Problem requirements -
Print out each entry below exactly, please.

(Saved data entries)

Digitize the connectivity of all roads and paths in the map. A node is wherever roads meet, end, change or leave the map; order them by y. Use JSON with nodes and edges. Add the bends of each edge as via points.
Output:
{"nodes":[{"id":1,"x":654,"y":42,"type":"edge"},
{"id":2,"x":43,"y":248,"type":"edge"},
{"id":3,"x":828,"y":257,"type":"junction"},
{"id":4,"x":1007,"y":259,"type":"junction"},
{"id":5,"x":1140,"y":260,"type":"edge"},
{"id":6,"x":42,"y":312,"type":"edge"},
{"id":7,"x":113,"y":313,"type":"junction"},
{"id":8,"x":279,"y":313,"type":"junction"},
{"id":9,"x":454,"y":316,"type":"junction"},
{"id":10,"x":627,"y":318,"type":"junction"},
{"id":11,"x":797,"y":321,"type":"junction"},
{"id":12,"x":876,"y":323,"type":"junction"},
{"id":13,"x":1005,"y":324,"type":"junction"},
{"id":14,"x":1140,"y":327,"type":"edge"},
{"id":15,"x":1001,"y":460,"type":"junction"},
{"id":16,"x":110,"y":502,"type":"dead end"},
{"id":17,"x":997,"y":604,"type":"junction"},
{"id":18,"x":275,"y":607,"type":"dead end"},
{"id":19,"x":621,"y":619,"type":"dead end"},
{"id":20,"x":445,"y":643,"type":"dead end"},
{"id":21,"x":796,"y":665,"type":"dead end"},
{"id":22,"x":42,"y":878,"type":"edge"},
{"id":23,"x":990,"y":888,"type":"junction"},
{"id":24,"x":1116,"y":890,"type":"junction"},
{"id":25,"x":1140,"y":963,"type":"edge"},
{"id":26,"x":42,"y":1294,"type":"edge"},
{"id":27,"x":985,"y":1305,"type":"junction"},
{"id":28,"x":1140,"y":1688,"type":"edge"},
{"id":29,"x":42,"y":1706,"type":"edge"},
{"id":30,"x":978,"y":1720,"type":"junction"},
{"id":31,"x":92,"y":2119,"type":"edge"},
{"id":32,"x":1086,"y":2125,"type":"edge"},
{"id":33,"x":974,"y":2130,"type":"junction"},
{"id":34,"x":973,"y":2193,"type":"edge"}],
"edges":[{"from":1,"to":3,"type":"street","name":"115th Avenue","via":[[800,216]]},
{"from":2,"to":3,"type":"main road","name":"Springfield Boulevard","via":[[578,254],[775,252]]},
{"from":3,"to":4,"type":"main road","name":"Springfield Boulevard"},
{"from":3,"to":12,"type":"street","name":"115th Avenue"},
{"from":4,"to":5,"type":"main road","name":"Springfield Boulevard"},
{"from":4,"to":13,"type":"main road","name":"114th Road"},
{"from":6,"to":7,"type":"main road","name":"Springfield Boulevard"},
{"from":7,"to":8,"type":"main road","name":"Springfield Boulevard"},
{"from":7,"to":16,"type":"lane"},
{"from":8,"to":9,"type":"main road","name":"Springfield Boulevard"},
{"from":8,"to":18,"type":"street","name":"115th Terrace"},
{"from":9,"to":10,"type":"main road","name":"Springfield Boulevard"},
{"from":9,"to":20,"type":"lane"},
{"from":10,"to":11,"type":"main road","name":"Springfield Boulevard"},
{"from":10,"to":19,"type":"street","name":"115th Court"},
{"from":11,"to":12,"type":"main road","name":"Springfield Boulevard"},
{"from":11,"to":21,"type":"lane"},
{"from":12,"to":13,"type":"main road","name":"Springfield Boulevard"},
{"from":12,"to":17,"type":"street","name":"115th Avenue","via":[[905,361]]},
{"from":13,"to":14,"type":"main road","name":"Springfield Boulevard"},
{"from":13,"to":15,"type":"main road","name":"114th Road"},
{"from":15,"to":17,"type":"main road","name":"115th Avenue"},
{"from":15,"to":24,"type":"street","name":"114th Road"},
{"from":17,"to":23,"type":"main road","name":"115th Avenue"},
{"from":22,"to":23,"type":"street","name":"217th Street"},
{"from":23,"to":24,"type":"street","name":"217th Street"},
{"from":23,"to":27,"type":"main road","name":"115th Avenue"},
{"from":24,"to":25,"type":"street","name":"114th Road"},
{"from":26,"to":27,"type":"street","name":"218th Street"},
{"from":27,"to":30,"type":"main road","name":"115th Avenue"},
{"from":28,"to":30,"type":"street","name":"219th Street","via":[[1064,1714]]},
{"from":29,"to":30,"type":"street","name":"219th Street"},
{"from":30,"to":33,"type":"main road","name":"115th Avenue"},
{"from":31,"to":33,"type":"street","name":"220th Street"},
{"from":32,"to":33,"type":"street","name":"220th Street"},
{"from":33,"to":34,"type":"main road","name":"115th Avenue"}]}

Completed task -
Digitize the connectivity of all roads and paths in the map. A node is wherever roads meet, end, change or leave the map; order them by y. Use JSON with nodes and edges. Add the bends of each edge as via points.
Output:
{"nodes":[{"id":1,"x":654,"y":42,"type":"edge"},
{"id":2,"x":43,"y":248,"type":"edge"},
{"id":3,"x":828,"y":257,"type":"junction"},
{"id":4,"x":1007,"y":259,"type":"junction"},
{"id":5,"x":1140,"y":260,"type":"edge"},
{"id":6,"x":42,"y":312,"type":"edge"},
{"id":7,"x":113,"y":313,"type":"junction"},
{"id":8,"x":279,"y":313,"type":"junction"},
{"id":9,"x":454,"y":316,"type":"junction"},
{"id":10,"x":627,"y":318,"type":"junction"},
{"id":11,"x":797,"y":321,"type":"junction"},
{"id":12,"x":876,"y":323,"type":"junction"},
{"id":13,"x":1005,"y":324,"type":"junction"},
{"id":14,"x":1140,"y":327,"type":"edge"},
{"id":15,"x":1001,"y":460,"type":"junction"},
{"id":16,"x":110,"y":502,"type":"dead end"},
{"id":17,"x":997,"y":604,"type":"junction"},
{"id":18,"x":275,"y":607,"type":"dead end"},
{"id":19,"x":621,"y":619,"type":"dead end"},
{"id":20,"x":445,"y":643,"type":"dead end"},
{"id":21,"x":796,"y":665,"type":"dead end"},
{"id":22,"x":42,"y":878,"type":"edge"},
{"id":23,"x":990,"y":888,"type":"junction"},
{"id":24,"x":1116,"y":890,"type":"junction"},
{"id":25,"x":1140,"y":963,"type":"edge"},
{"id":26,"x":42,"y":1294,"type":"edge"},
{"id":27,"x":985,"y":1305,"type":"junction"},
{"id":28,"x":1140,"y":1688,"type":"edge"},
{"id":29,"x":42,"y":1706,"type":"edge"},
{"id":30,"x":978,"y":1720,"type":"junction"},
{"id":31,"x":92,"y":2119,"type":"edge"},
{"id":32,"x":1086,"y":2125,"type":"edge"},
{"id":33,"x":974,"y":2130,"type":"junction"},
{"id":34,"x":973,"y":2193,"type":"edge"}],
"edges":[{"from":1,"to":3,"type":"street","name":"115th Avenue","via":[[800,216]]},
{"from":2,"to":3,"type":"main road","name":"Springfield Boulevard","via":[[578,254],[775,252]]},
{"from":3,"to":4,"type":"main road","name":"Springfield Boulevard"},
{"from":3,"to":12,"type":"street","name":"115th Avenue"},
{"from":4,"to":5,"type":"main road","name":"Springfield Boulevard"},
{"from":4,"to":13,"type":"main road","name":"114th Road"},
{"from":6,"to":7,"type":"main road","name":"Springfield Boulevard"},
{"from":7,"to":8,"type":"main road","name":"Springfield Boulevard"},
{"from":7,"to":16,"type":"lane"},
{"from":8,"to":9,"type":"main road","name":"Springfield Boulevard"},
{"from":8,"to":18,"type":"street","name":"115th Terrace"},
{"from":9,"to":10,"type":"main road","name":"Springfield Boulevard"},
{"from":9,"to":20,"type":"lane"},
{"from":10,"to":11,"type":"main road","name":"Springfield Boulevard"},
{"from":10,"to":19,"type":"street","name":"115th Court"},
{"from":11,"to":12,"type":"main road","name":"Springfield Boulevard"},
{"from":11,"to":21,"type":"lane"},
{"from":12,"to":13,"type":"main road","name":"Springfield Boulevard"},
{"from":12,"to":17,"type":"street","name":"115th Avenue","via":[[905,361]]},
{"from":13,"to":14,"type":"main road","name":"Springfield Boulevard"},
{"from":13,"to":15,"type":"main road","name":"114th Road"},
{"from":15,"to":17,"type":"main road","name":"115th Avenue"},
{"from":15,"to":24,"type":"street","name":"114th Road"},
{"from":17,"to":23,"type":"main road","name":"115th Avenue"},
{"from":22,"to":23,"type":"street","name":"217th Street"},
{"from":23,"to":24,"type":"street","name":"217th Street"},
{"from":23,"to":27,"type":"main road","name":"115th Avenue"},
{"from":24,"to":25,"type":"street","name":"114th Road"},
{"from":26,"to":27,"type":"street","name":"218th Street"},
{"from":27,"to":30,"type":"main road","name":"115th Avenue"},
{"from":28,"to":30,"type":"street","name":"219th Street","via":[[1064,1714]]},
{"from":29,"to":30,"type":"street","name":"219th Street"},
{"from":30,"to":33,"type":"main road","name":"115th Avenue"},
{"from":31,"to":33,"type":"street","name":"220th Street"},
{"from":32,"to":33,"type":"street","name":"220th Street"},
{"from":33,"to":34,"type":"main road","name":"115th Avenue"}]}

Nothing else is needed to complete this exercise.